CLOSE YOUR EYES (R) **

 

Directed by Nick Willing. 109 minutes.

Starring Goran Visnjic, Shirley Henderson, Fiona Shaw, Paddy Considine, and Miranda Otto. Released by First Look Pictures.

 

Doctor Michael Strother (Goran Visnjic) makes a slip of the tongue that later nearly costs him his life in Close Your Eyes, a British thriller directed by Nick Willing, based on the critically acclaimed novel Doctor Sleep by Madison Stuart Bell. This is only the first fumble made during the film by one of the characters in as story littered with poor decision-making. For example, why do characters continually leave doors open when a crazed killer is on the loose stalking them?

 

Strother’s goof occurs when he is treating Janet Losey (Shirley Henderson), who is a D.I., unbeknownst to him. The doctor has the uncanny ability to read his patients’ minds, a trait never fully explained in the film. Hypnotizing Losey and telling her to lay off the smokes, he envisions a young girl in a river, the scene that opens the film. It turns out that the girl escaped from a ruthless serial killer who murders young girls in order to become immortal. Believe me, it’s difficult to explain in under 1,000 words. For a doctor practicing without a license (also too difficult to explain here), Strother’s slip is pretty careless and, well, slightly unbelievable. Needless to say, Losey enlists him to help catch the killer and coax the mute, traumatized girl who escaped to cooperate.

 

This, of course, results, in a series of false discoveries, nightmares and visions on the doctor’s behalf, and random, gruesome murders of several of the minor characters involved in the case. The death-by-rat experienced by one of them is especially grim. Thrown into the mix about halfway through the film are an amusing scene in a nursing home in which an uppity old woman lips off to the two leads and a surprise ending that you really won’t see coming. After years of Hollywood piling on trick endings, it is refreshing to see an ending that actually tricks you.

 

It is what leads up to the end, namely the film itself, that is less original. The plot has been borrowed from various other thrillers, namely The Silence of the Lambs (in terms of the scenes depicting the kidnapped girls). There are some genuinely eerie old dark house moments that benefit the film and the cast, which includes Paddy Considine (of In America), Henderson, Visnjic, and Miranda Otto (of Lord of the Rings fame), delivers. Unfortunately, they are mostly misused and the numerous scenes of Losey being berated by her superiors borders become quickly tiresome.

 

Doctor Sleep is an acclaimed novel.
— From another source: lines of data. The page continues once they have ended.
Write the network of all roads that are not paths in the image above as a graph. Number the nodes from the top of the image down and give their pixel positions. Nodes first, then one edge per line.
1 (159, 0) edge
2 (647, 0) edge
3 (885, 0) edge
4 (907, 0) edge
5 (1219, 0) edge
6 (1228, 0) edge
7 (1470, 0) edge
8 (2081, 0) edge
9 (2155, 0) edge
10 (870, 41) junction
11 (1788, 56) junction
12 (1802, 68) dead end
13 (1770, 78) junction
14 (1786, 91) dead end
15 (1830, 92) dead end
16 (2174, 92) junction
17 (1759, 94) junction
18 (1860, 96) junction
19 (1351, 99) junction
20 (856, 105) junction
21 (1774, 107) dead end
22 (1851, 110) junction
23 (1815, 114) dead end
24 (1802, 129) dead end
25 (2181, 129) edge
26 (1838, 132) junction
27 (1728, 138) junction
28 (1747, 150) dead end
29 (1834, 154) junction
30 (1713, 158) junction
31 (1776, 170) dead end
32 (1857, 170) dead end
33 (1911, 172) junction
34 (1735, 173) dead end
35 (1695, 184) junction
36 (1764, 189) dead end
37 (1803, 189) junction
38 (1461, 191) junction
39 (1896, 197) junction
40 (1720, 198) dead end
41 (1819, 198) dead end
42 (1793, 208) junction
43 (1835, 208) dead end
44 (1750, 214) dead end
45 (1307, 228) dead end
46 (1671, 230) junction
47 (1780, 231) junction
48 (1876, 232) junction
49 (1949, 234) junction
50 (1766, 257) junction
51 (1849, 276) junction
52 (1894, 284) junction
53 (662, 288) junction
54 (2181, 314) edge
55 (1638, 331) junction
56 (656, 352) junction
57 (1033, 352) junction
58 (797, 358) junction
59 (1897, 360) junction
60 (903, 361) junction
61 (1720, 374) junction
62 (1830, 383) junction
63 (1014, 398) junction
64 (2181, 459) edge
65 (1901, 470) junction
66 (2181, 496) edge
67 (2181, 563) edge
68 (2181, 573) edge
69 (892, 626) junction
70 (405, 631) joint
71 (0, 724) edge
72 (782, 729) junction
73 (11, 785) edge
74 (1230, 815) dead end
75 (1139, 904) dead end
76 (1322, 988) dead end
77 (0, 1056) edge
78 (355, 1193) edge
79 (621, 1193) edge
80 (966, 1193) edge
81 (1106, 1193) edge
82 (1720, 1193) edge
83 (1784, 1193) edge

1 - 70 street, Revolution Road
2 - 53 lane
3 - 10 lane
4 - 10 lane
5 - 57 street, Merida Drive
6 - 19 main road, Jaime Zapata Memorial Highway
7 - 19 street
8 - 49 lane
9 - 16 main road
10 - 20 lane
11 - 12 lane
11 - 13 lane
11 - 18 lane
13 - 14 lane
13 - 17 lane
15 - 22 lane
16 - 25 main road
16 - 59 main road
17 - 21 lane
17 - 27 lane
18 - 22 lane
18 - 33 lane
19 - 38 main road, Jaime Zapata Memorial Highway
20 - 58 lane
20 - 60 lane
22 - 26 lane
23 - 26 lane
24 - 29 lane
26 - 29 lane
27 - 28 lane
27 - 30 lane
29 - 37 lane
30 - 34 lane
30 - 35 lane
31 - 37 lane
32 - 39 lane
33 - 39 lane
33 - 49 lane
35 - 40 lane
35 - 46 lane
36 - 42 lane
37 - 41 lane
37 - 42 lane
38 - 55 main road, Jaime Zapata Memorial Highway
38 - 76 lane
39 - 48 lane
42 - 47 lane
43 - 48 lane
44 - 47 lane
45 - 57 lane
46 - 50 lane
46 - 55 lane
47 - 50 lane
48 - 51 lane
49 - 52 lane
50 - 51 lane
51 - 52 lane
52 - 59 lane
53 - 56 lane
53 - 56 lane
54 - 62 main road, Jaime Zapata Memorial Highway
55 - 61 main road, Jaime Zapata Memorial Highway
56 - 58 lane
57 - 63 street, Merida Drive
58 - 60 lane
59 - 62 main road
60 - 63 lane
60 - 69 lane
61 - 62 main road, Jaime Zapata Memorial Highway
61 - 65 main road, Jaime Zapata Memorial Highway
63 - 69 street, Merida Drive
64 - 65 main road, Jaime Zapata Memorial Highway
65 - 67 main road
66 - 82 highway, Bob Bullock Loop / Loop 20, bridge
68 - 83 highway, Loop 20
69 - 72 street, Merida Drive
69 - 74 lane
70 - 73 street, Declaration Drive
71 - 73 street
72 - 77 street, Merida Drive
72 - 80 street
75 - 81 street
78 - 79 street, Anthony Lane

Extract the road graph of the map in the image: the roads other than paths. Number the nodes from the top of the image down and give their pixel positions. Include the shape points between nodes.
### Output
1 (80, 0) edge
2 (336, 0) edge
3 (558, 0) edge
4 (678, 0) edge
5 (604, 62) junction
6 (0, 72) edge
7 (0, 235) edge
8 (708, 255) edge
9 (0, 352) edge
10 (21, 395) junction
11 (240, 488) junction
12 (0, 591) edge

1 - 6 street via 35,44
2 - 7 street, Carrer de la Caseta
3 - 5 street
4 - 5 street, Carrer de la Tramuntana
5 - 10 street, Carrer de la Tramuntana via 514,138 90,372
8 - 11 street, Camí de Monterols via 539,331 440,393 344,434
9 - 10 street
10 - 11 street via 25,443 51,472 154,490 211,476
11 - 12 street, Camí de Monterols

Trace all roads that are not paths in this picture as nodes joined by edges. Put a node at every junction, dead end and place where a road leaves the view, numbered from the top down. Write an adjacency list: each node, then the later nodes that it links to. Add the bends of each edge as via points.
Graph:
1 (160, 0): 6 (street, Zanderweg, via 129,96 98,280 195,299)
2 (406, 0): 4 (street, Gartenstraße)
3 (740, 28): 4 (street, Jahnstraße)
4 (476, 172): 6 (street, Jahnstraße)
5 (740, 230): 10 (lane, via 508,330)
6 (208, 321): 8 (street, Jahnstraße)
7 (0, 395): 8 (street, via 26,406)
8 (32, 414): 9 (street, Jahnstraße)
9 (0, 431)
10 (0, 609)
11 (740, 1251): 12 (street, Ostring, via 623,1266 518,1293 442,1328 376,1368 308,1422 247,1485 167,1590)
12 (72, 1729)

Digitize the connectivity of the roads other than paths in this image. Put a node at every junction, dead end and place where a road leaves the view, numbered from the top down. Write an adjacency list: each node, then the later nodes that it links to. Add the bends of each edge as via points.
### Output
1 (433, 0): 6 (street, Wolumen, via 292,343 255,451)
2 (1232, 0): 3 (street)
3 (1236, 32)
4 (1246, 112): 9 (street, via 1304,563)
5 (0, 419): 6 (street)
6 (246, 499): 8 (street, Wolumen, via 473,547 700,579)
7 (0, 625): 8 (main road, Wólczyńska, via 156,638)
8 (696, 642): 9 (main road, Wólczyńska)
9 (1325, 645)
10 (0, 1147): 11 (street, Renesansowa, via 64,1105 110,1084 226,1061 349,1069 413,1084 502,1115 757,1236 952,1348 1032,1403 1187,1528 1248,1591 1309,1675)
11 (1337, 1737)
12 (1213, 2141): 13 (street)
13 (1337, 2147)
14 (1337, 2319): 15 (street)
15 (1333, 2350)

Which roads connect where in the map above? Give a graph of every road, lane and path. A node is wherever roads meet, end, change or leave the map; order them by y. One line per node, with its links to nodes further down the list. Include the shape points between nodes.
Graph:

I haven’t read it, but I imagine that it better establishes its two lead characters and dives into Doctor Strother’s past more than the film does- there is one scene which explains him losing his license, but does not really clear things up. At the film’s end, Henderson’s character has resumed smoking, which shows that Strother’s treatment, like the film, works for a while, but is not an overall success.